How to Make Art at 30,000 Feet
Overlooking a seaside courtyard of ornately manicured hedges and potted shrubs, Nina Katchadourian’s Topiary (2012) pictures meandering garden-goers on a sun-drenched summer’s day. From a lily pond at the center of the scene springs the focal point of the image: a towering, Brancusi-like form of stacked green spheres. The “sculpture,” as the artist confirmed at a talk she recently gave at Fridman Gallery, is actually a row of green peas that Katchadourian was snacking on during one of many flights she’s taken over nine years of traveling between exhibitions, professorial positions, and her home bases of New York and Berlin.

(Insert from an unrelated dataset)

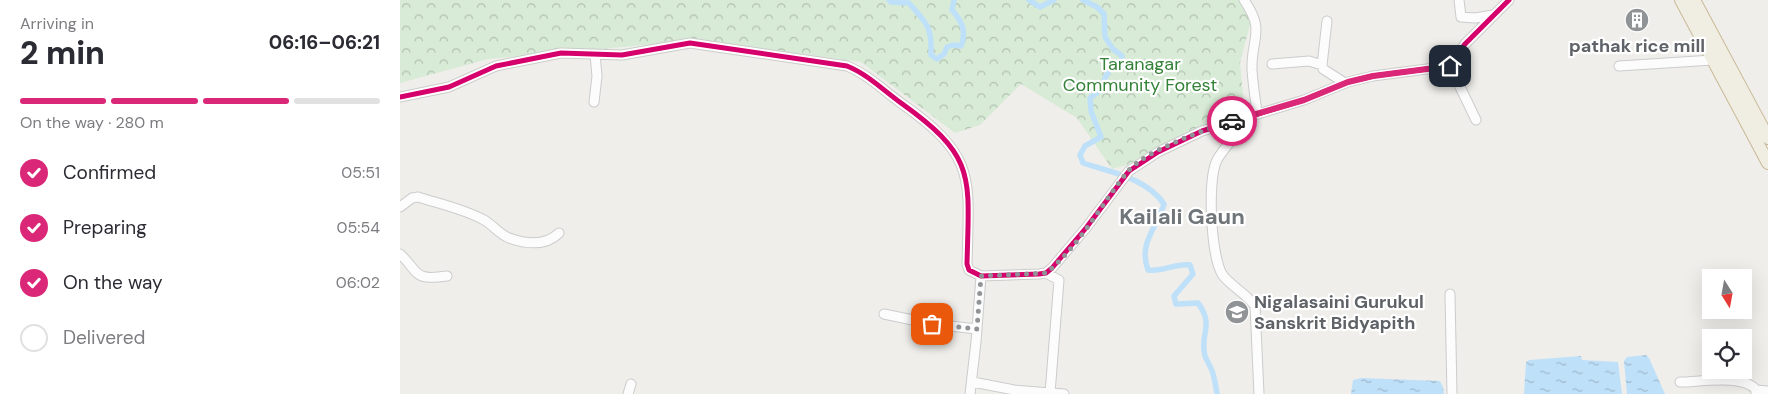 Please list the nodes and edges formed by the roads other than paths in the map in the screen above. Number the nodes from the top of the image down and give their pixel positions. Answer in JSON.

Using rephotography and found objects, the artist makes the most of the mundane. Drink napkins, airplane food, in-flight magazines, paper toilet-seat covers, and countless near-silent hours spent sitting stiffly upright become the fertile grounds for Katchadourian’s series Seat Assignment (2010–ongoing), a body of absurdist cell phone images made exclusively while flying on airplanes. This series was on view in the artist’s recent solo exhibition, Ification, at Fridman Gallery in New York. It was presented alongside video, audio, and sculpture works that are equally amusing—including a functional, Frankensteinian popcorn machine that speaks with the assistance of a custom-written Morse code translation program (Talking Popcorn, 2001). Ification framed a thoroughly entertaining experience of Katchadourian’s diverse art practice, reminding us that an exhibition is never really a “show”unless there’s popcorn involved.

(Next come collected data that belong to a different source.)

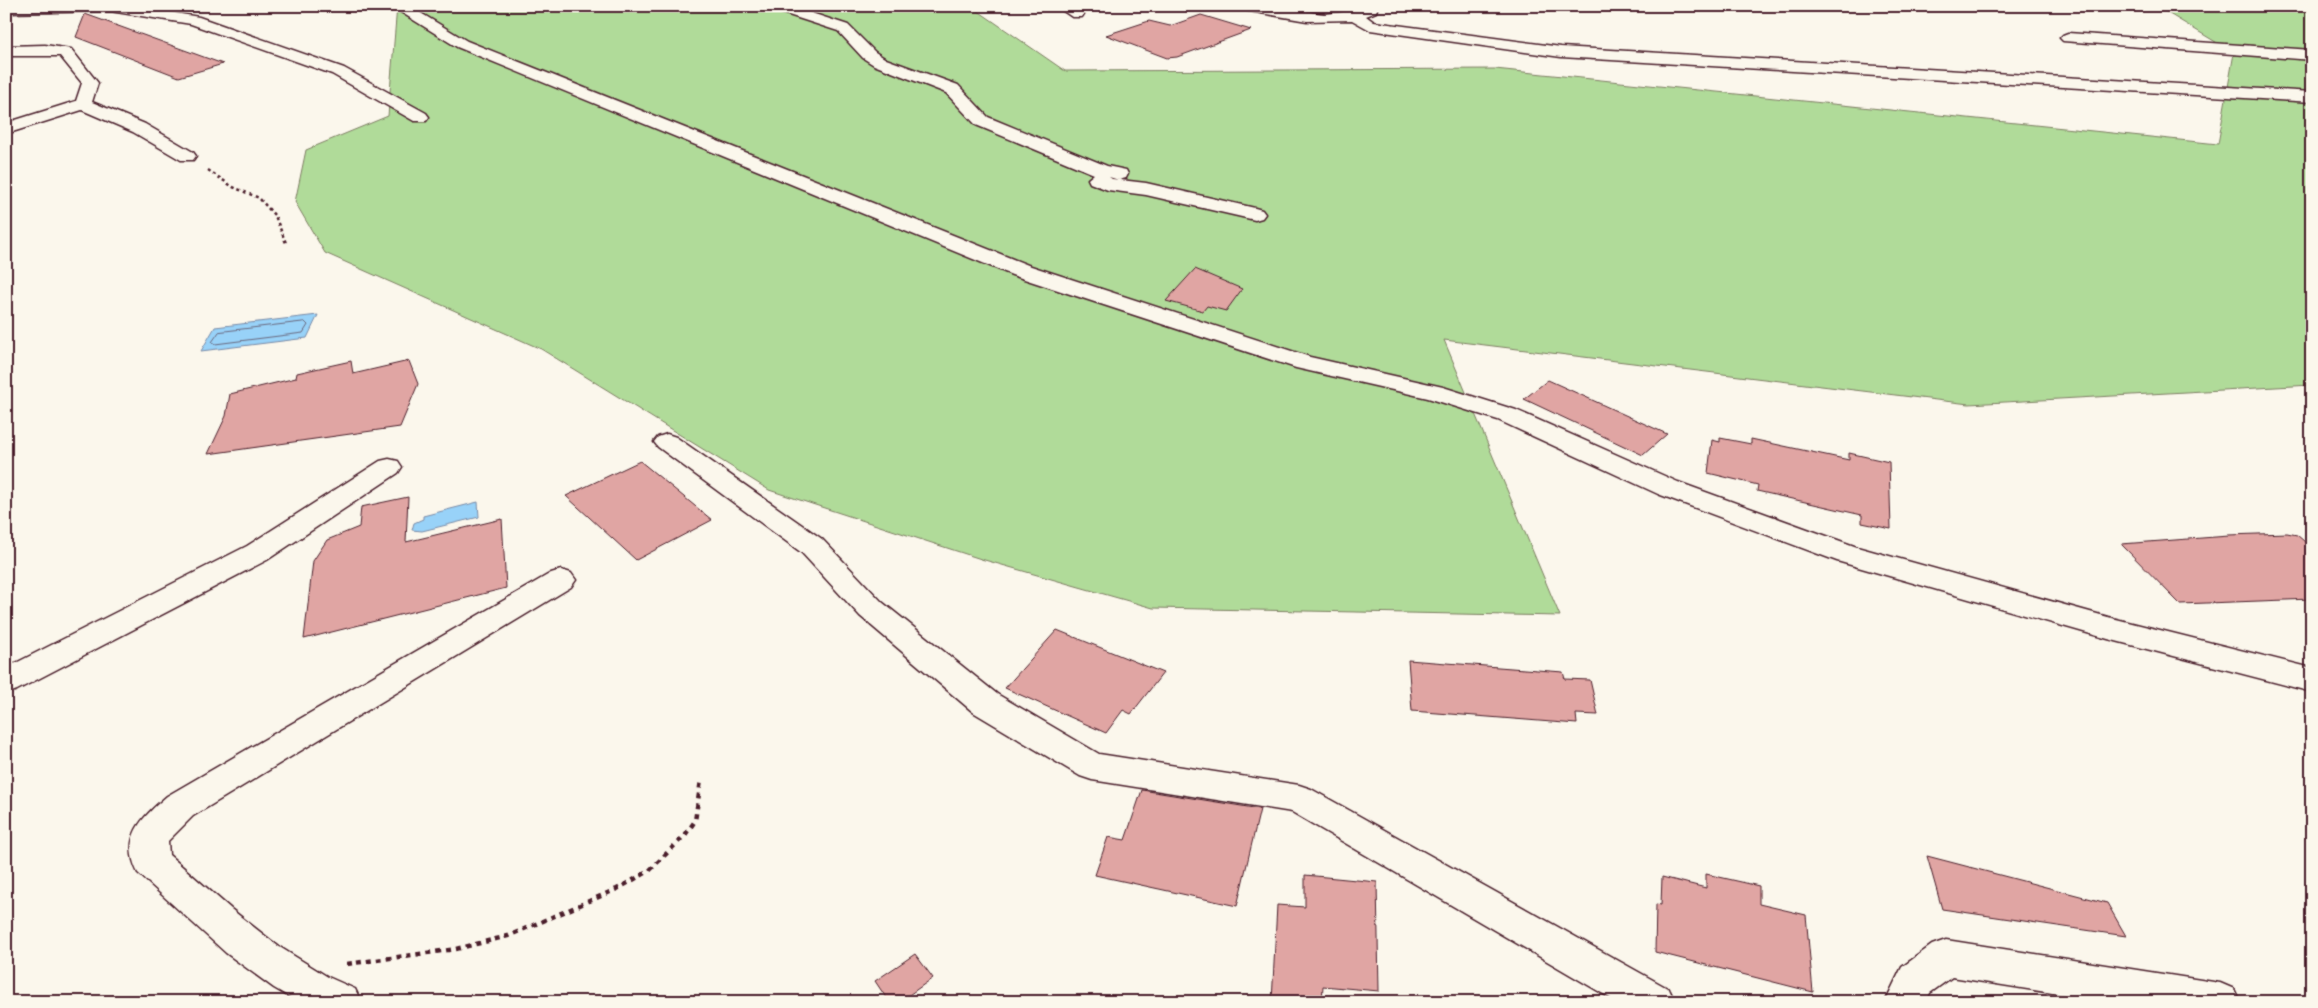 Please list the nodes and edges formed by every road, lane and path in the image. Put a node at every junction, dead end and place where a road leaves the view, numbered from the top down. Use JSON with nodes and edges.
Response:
{"nodes":[{"id":1,"x":398,"y":6,"type":"edge"},
{"id":2,"x":775,"y":6,"type":"edge"},
{"id":3,"x":1063,"y":6,"type":"edge"},
{"id":4,"x":1243,"y":6,"type":"edge"},
{"id":5,"x":1371,"y":6,"type":"edge"},
{"id":6,"x":6,"y":9,"type":"edge"},
{"id":7,"x":1077,"y":14,"type":"dead end"},
{"id":8,"x":1357,"y":16,"type":"junction"},
{"id":9,"x":2068,"y":38,"type":"dead end"},
{"id":10,"x":6,"y":51,"type":"edge"},
{"id":11,"x":2312,"y":55,"type":"edge"},
{"id":12,"x":2312,"y":97,"type":"edge"},
{"id":13,"x":83,"y":104,"type":"junction"},
{"id":14,"x":420,"y":117,"type":"dead end"},
{"id":15,"x":6,"y":129,"type":"edge"},
{"id":16,"x":1000,"y":130,"type":"junction"},
{"id":17,"x":187,"y":156,"type":"dead end"},
{"id":18,"x":203,"y":166,"type":"dead end"},
{"id":19,"x":1119,"y":174,"type":"dead end"},
{"id":20,"x":1255,"y":214,"type":"dead end"},
{"id":21,"x":286,"y":244,"type":"dead end"},
{"id":22,"x":667,"y":442,"type":"dead end"},
{"id":23,"x":389,"y":467,"type":"dead end"},
{"id":24,"x":561,"y":580,"type":"dead end"},
{"id":25,"x":2312,"y":680,"type":"edge"},
{"id":26,"x":6,"y":682,"type":"edge"},
{"id":27,"x":701,"y":780,"type":"dead end"},
{"id":28,"x":337,"y":965,"type":"dead end"},
{"id":29,"x":2157,"y":998,"type":"edge"},
{"id":30,"x":341,"y":1002,"type":"edge"},
{"id":31,"x":1654,"y":1002,"type":"edge"},
{"id":32,"x":1905,"y":1002,"type":"edge"},
{"id":33,"x":2220,"y":1002,"type":"edge"}],
"edges":[{"from":1,"to":25,"type":"street"},
{"from":2,"to":16,"type":"street"},
{"from":3,"to":7,"type":"street"},
{"from":4,"to":8,"type":"street"},
{"from":5,"to":8,"type":"street"},
{"from":6,"to":14,"type":"street"},
{"from":8,"to":12,"type":"street"},
{"from":9,"to":11,"type":"street"},
{"from":10,"to":13,"type":"street"},
{"from":13,"to":15,"type":"street"},
{"from":13,"to":17,"type":"street"},
{"from":16,"to":19,"type":"street"},
{"from":16,"to":20,"type":"street"},
{"from":18,"to":21,"type":"path"},
{"from":22,"to":31,"type":"street"},
{"from":23,"to":26,"type":"street"},
{"from":24,"to":30,"type":"street"},
{"from":27,"to":28,"type":"path"},
{"from":29,"to":32,"type":"street"},
{"from":29,"to":33,"type":"street"}]}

Deadpan and parodic humor deftly manipulate otherwise unimpressive objects and imagery in Seat Assignment. The result is a bootleg canon of art-historically (mis)informed images, hung à la the nineteenth-century salon. In Ascension (2013), a tissue-haloed dog climbs into bed using a ramp marketed for elderly pets, eagerly welcoming a long and peaceful rest. In an intimately sized portrait titled St. Edward (2013), a downward-gazing Edward Snowden dons a similar napkin-shred nimbus. Katchadourian now categorizes the expansive series according to recurring themes, many of which draw from art and photography genres—Landscapes, Athletics, and Proposals for Public Sculpture—and others that don’t (among them, Buckleheads and Sweater Gorillas).

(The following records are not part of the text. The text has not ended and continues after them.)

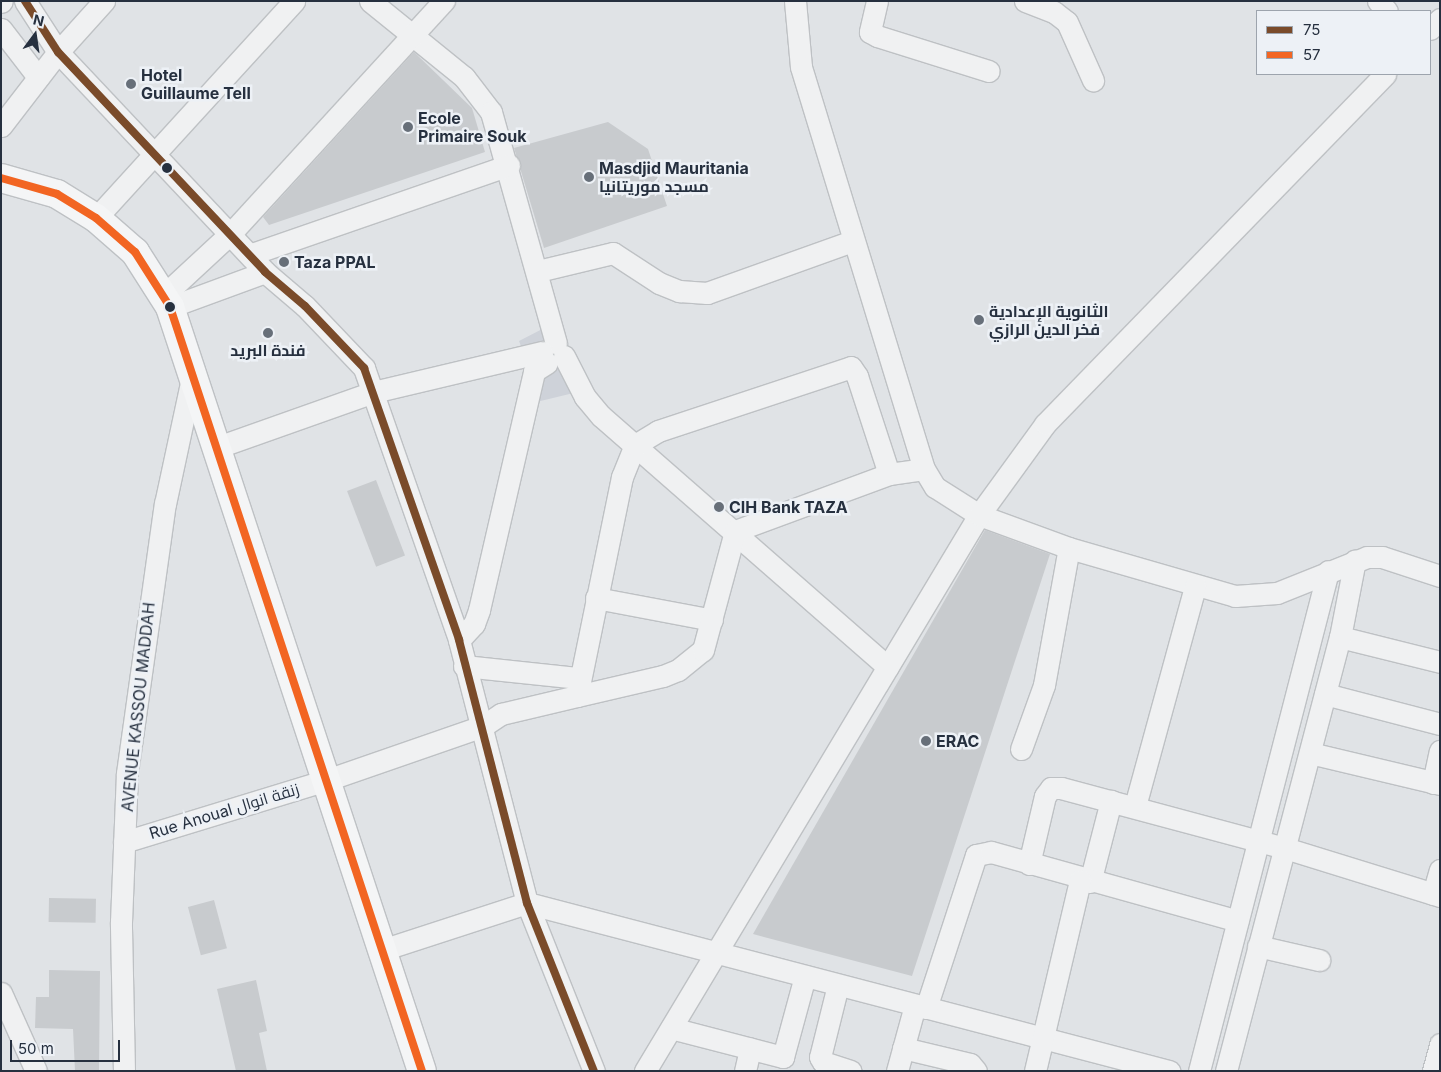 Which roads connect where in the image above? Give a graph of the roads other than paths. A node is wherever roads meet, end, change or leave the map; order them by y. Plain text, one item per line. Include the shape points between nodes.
1 (25, 1) edge
2 (104, 1) edge
3 (294, 1) edge
4 (370, 1) edge
5 (444, 1) edge
6 (795, 1) edge
7 (877, 1) edge
8 (1025, 1) edge
9 (1, 29) edge
10 (413, 35) junction
11 (58, 52) junction
12 (989, 71) dead end
13 (1384, 75) edge
14 (38, 77) junction
15 (1093, 80) dead end
16 (1, 126) edge
17 (153, 153) junction
18 (509, 165) junction
19 (1, 178) edge
20 (96, 218) junction
21 (232, 232) junction
22 (852, 241) junction
23 (252, 254) junction
24 (538, 271) junction
25 (265, 272) junction
26 (167, 301) junction
27 (552, 354) junction
28 (192, 378) junction
29 (373, 392) junction
30 (635, 445) junction
31 (218, 447) junction
32 (924, 469) junction
33 (889, 474) junction
34 (979, 515) junction
35 (735, 531) junction
36 (1069, 548) junction
37 (1355, 560) junction
38 (1328, 571) junction
39 (1440, 576) edge
40 (1195, 586) junction
41 (596, 598) junction
42 (712, 620) junction
43 (1340, 637) junction
44 (459, 640) junction
45 (1440, 662) edge
46 (464, 666) junction
47 (888, 667) junction
48 (578, 687) junction
49 (1325, 694) junction
50 (1440, 724) edge
51 (483, 726) junction
52 (1022, 749) dead end
53 (1440, 751) edge
54 (1310, 753) junction
55 (324, 781) junction
56 (1436, 783) edge
57 (1111, 801) junction
58 (1135, 806) junction
59 (1260, 841) junction
60 (124, 842) junction
61 (1285, 848) junction
62 (1029, 864) junction
63 (1440, 870) edge
64 (1085, 881) junction
65 (1436, 895) edge
66 (528, 903) junction
67 (1238, 921) junction
68 (1258, 946) junction
69 (382, 950) junction
70 (718, 952) junction
71 (1319, 960) dead end
72 (805, 976) junction
73 (838, 985) junction
74 (1, 992) edge
75 (921, 1006) junction
76 (671, 1028) junction
77 (1043, 1038) junction
78 (1440, 1044) edge
79 (903, 1048) junction
80 (750, 1049) junction
81 (782, 1064) edge
82 (1129, 1066) edge
83 (36, 1071) edge
84 (124, 1071) edge
85 (422, 1071) edge
86 (594, 1071) edge
87 (646, 1071) edge
88 (745, 1071) edge
89 (851, 1071) edge
90 (897, 1071) edge
91 (976, 1071) edge
92 (1035, 1071) edge
93 (1169, 1071) edge
94 (1199, 1071) edge
95 (1226, 1071) edge
96 (1433, 1071) edge

1 - 11 street
2 - 11 street
3 - 17 street
4 - 10 street
5 - 10 street
6 - 22 street via 801,67
7 - 12 street via 870,32
8 - 15 street via 1054,12 1067,22
9 - 14 street
10 - 18 street via 478,90 491,112
10 - 21 street
11 - 14 street
11 - 17 street
13 - 34 street via 1051,418
14 - 16 street
17 - 20 street
17 - 21 street
18 - 23 street
18 - 24 street
19 - 20 main road via 57,194
20 - 26 main road via 134,252
21 - 23 street
21 - 26 street
22 - 24 street via 707,293 679,291 658,283 613,253
22 - 32 street
23 - 25 street
24 - 27 street
25 - 26 street
25 - 29 street via 346,347 364,368
26 - 28 main road
27 - 29 street
27 - 30 street via 585,397
27 - 44 street via 534,371 479,610 474,624
28 - 31 main road
28 - 60 street, AVENUE KASSOU MADDAH via 152,585 127,773
29 - 31 street
29 - 44 street
30 - 33 street via 658,431 712,411 851,367 857,376
30 - 35 street
30 - 41 street via 622,477
31 - 55 main road
32 - 33 street
32 - 34 street via 948,498
33 - 35 street
34 - 36 street
34 - 47 street
35 - 42 street, Rue Anoual زنقة انوال
35 - 47 street
36 - 40 street
36 - 52 street via 1044,684
37 - 38 street
37 - 39 street via 1382,558
37 - 43 street
38 - 40 street via 1263,597 1235,596
38 - 59 street
40 - 58 street
41 - 42 street
41 - 48 street
42 - 48 street, Rue Anoual زنقة انوال via 704,650 678,670
43 - 45 street
43 - 49 street
44 - 46 street
46 - 48 street
46 - 51 street
47 - 70 street
48 - 51 street, Rue Anoual زنقة انوال via 501,714
49 - 50 street
49 - 54 street
51 - 55 street, Rue Anoual زنقة انوال
51 - 66 street
53 - 56 street
54 - 56 street
54 - 61 street
55 - 60 street, Rue Anoual زنقة انوال
55 - 69 main road
57 - 58 street
57 - 62 street via 1051,788 1045,796
57 - 64 street
58 - 59 street
59 - 61 street
59 - 67 street
60 - 84 street, AVENUE KASSOU MADDAH
61 - 65 street
61 - 68 street
62 - 64 street
62 - 75 street via 992,852 976,855
63 - 65 street
64 - 67 street
64 - 77 street
66 - 69 street
66 - 70 street
66 - 86 street
67 - 94 street
68 - 71 street
68 - 95 street
69 - 85 main road
70 - 72 street
70 - 76 street
72 - 73 street
72 - 81 street
73 - 75 street
73 - 89 street via 820,1057 823,1062
74 - 83 street
75 - 77 street
75 - 79 street
76 - 80 street
76 - 87 street
77 - 82 street
77 - 92 street
78 - 96 street
79 - 90 street
79 - 91 street via 970,1064
80 - 81 street
80 - 88 street
82 - 93 street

Appropriating images from SkyMall, travel magazines, and whatever else has been abandoned by prior passengers, Katchadourian defies reasonable doubts against the artistic possibilities of cell phone photography, advertisements, and literal garbage. The images in Seat Assignment, as low-resolution as they may be, are sharp depictions of the artist’s intuition for a playfulness that resists being tired. Operating in a conceptual mode reminiscent of John Baldessari’s dot paintings, they provoke viewers to see the ordinary anew by making evident all we take for granted in our everyday visual field. They could even stand in response to a hypothetical Yoko Ono instruction poem:
Collect a piece of sweater lint. Throw it into the sky.
1964 summer
For as much as the series can be viewed as a set of individual images, it also can be read as the documentation of a performance. When asked how other passengers react to her process of making images, the artist recalled that over the estimated 275 flights she’s taken in the past nine years, only three people have ever inquired about her work. Whether disinterest or politeness undergirds these numbers, Katchadourian’s insistence on the airplane-as-studio is nonetheless a quiet provocation of business as usual, raising poignant questions, as the artist herself has mentioned, on the fraughtness of post-9/11 air travel. Within a space colored by the rhetoric of paranoia, anxiety, and terror, what does it mean to make lavatory self-portraits in the Flemish style?
Katchadourian carves out a rare space for humor in the often tedious worlds of both airplanes and galleries. The images in Seat Assignment are not particularly complicated or technically sophisticated, but they forego these traits for a self-awareness and transparency made all the more refreshing by their context. Because while we often look to art as an escape into alternate realities, Katchadourian’s images are only momentary illusions. They ground us in the presentness of paper waste, dry pretzel snacks, and unflattering airplane lighting, but they also insist on the expansive potential for joy and pleasure amid the smallness of these everyday mundanities.
Nina Katchadourian: Ification was on view at Fridman Gallery, New York, from February 24–March 31, 2019.